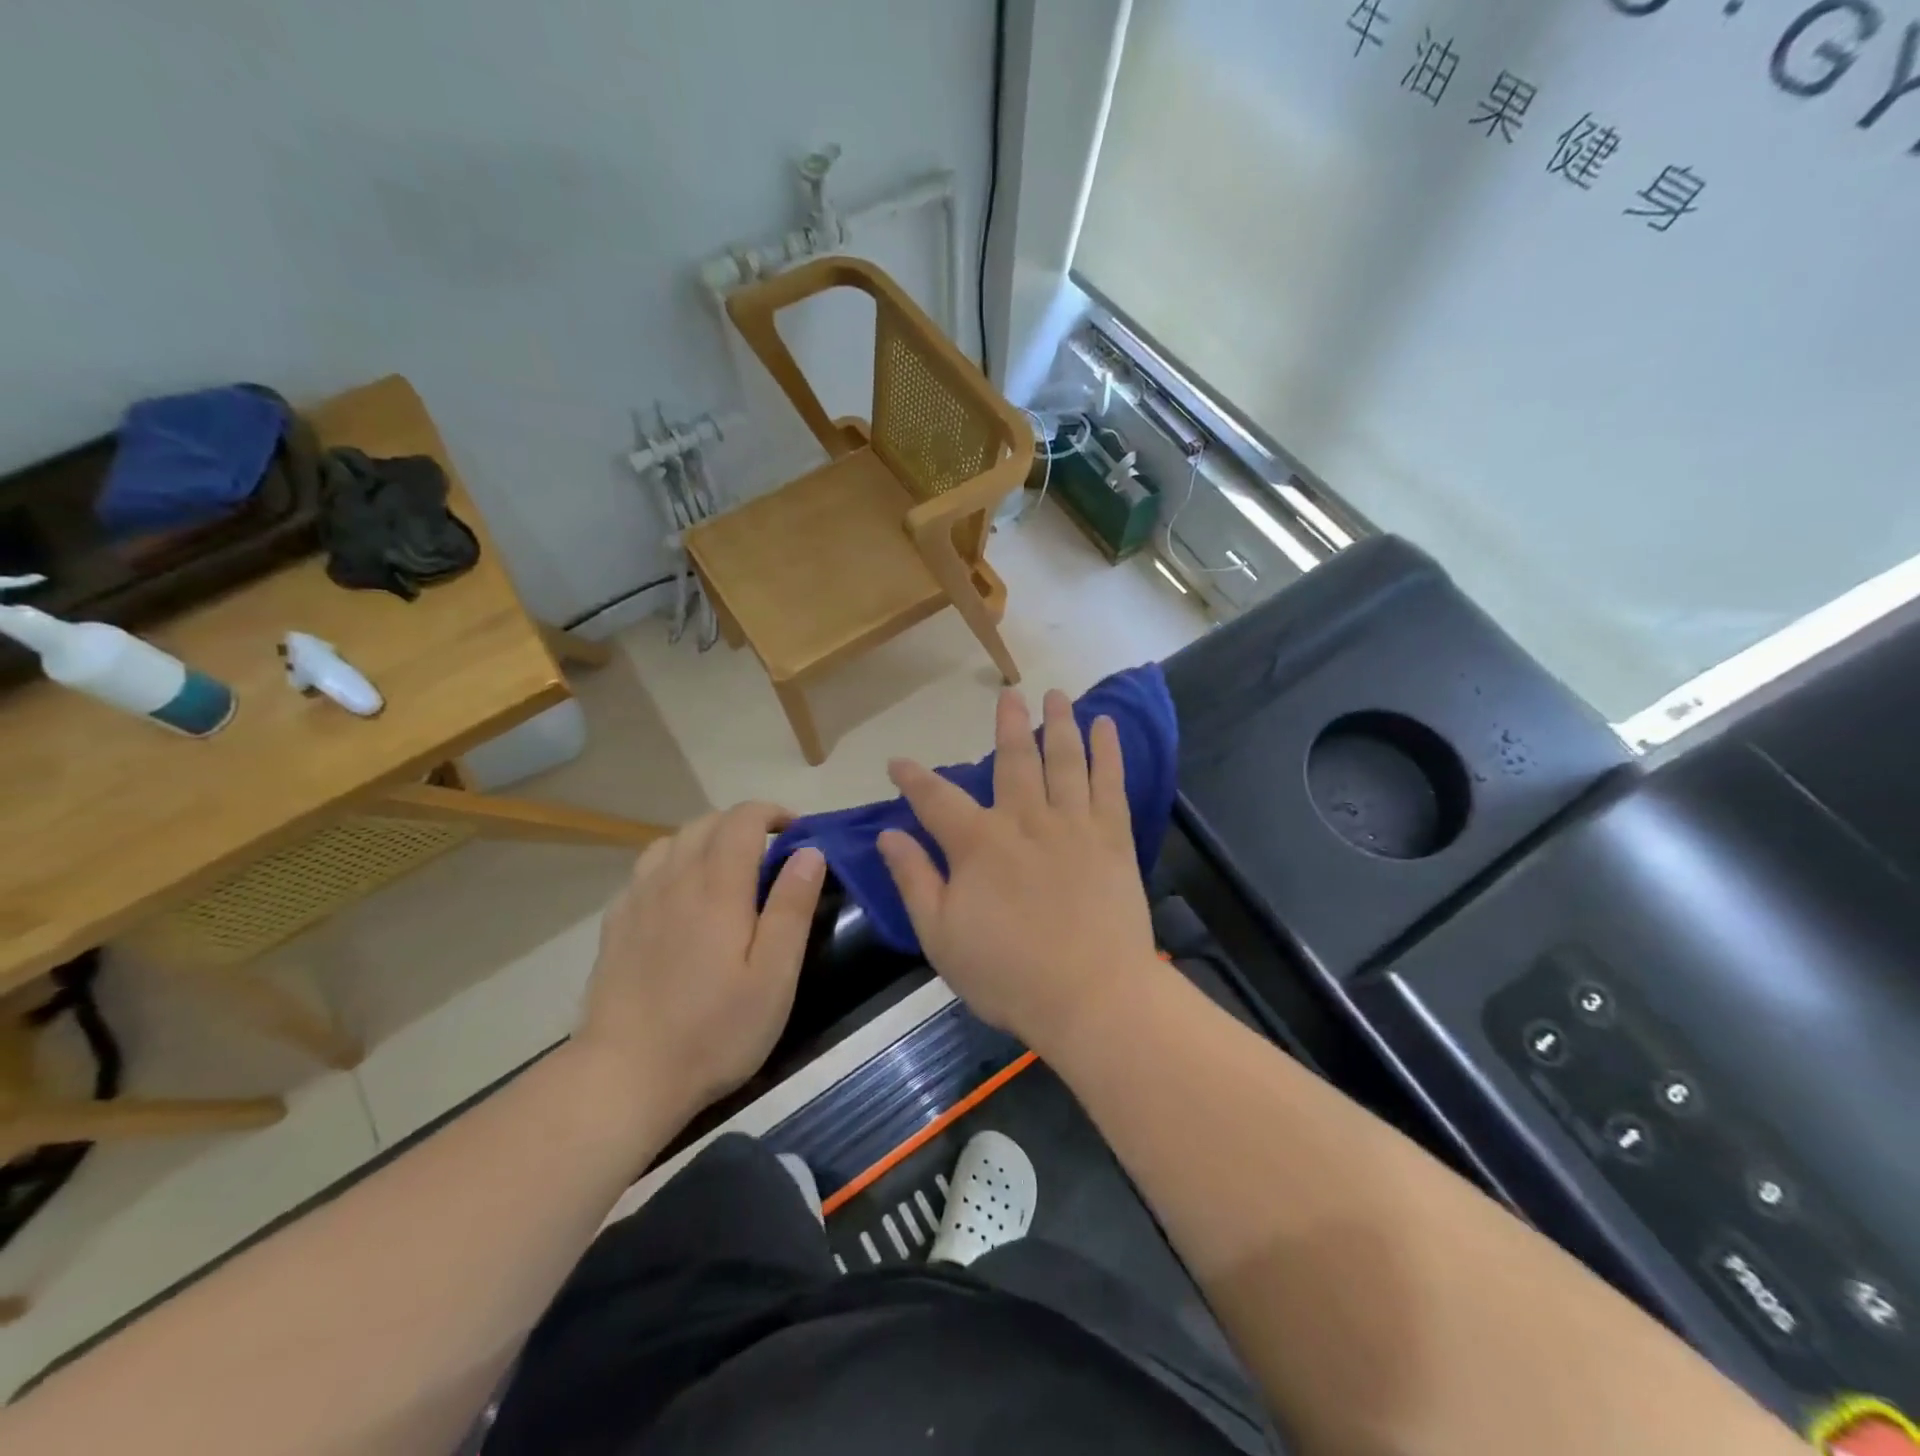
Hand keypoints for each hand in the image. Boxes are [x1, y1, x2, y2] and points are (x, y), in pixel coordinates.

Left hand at [574, 803, 825, 1118]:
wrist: (624, 1075)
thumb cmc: (714, 1030)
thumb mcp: (774, 976)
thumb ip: (792, 907)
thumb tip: (809, 852)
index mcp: (717, 887)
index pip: (743, 819)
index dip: (772, 813)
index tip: (797, 833)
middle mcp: (674, 880)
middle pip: (706, 823)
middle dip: (743, 824)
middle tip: (771, 854)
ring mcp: (638, 900)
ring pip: (672, 841)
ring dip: (705, 839)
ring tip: (727, 869)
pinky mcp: (616, 924)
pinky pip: (645, 870)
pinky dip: (673, 864)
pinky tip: (681, 897)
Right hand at [877, 688, 1160, 1054]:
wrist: (1092, 997)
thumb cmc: (1008, 974)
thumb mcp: (940, 936)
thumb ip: (914, 880)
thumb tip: (888, 835)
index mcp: (978, 843)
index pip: (935, 799)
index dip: (913, 778)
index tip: (898, 762)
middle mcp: (1024, 819)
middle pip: (1013, 759)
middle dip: (1007, 724)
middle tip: (1007, 694)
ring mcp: (1073, 824)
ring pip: (1063, 759)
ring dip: (1058, 723)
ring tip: (1056, 694)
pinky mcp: (1112, 837)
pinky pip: (1109, 783)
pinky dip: (1107, 751)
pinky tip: (1105, 726)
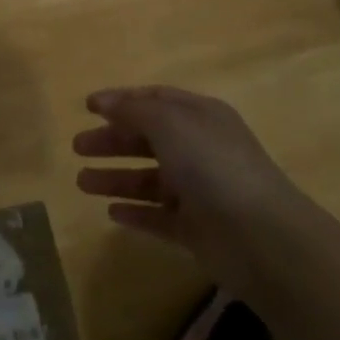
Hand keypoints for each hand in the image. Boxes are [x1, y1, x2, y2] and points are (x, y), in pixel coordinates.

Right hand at [74, 86, 307, 282]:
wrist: (262, 238)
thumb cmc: (213, 166)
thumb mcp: (170, 124)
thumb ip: (133, 110)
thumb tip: (104, 101)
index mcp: (200, 117)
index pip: (155, 101)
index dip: (121, 101)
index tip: (87, 106)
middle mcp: (199, 150)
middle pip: (148, 139)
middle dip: (112, 141)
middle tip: (77, 147)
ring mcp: (199, 192)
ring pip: (149, 180)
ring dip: (115, 179)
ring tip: (81, 182)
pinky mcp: (197, 231)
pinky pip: (159, 218)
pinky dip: (136, 213)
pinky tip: (111, 213)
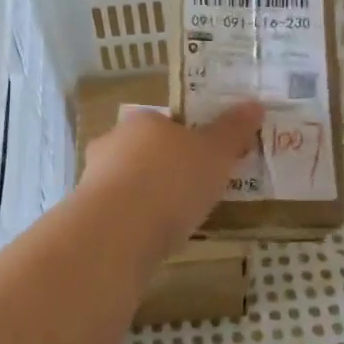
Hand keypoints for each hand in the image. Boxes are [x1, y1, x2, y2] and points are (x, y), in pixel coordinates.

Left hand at [77, 103, 263, 264]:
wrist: (117, 232)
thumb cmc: (171, 181)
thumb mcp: (215, 153)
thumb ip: (233, 131)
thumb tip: (254, 105)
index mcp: (142, 121)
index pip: (166, 123)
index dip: (188, 140)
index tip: (208, 162)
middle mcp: (112, 143)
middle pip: (146, 152)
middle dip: (167, 169)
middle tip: (196, 192)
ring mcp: (94, 179)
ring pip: (130, 183)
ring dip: (150, 197)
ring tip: (178, 221)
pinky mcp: (89, 215)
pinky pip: (121, 213)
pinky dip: (137, 222)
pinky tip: (155, 238)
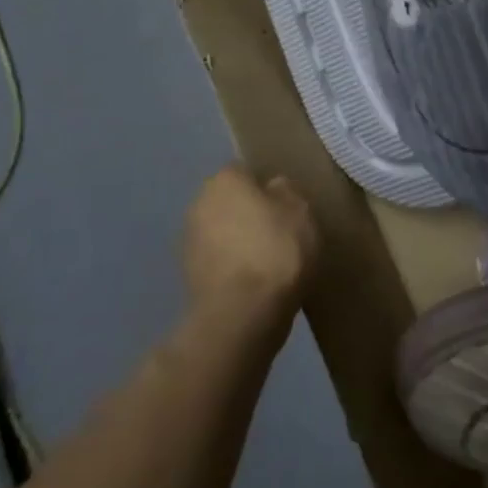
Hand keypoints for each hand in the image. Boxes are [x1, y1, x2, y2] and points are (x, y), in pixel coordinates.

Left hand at [181, 168, 319, 335]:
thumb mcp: (300, 211)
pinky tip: (255, 282)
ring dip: (239, 241)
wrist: (241, 314)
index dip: (267, 187)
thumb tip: (273, 187)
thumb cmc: (275, 250)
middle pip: (230, 202)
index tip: (287, 206)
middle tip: (280, 232)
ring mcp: (189, 242)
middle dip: (249, 213)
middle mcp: (199, 203)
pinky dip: (233, 267)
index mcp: (224, 180)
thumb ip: (286, 192)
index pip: (246, 172)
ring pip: (222, 232)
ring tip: (269, 261)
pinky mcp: (188, 277)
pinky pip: (218, 261)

◇ ◇ ◇ ◇ ◇

WHAT IS NEEDED: What lines in the entries above hold "Left"? Copy every one.

OUTPUT FOR THIS TASK:
Left hand at [574, 803, 825, 1118]:
Left hand at [77, 103, 263, 264]:
Left hand at [181, 168, 319, 335]:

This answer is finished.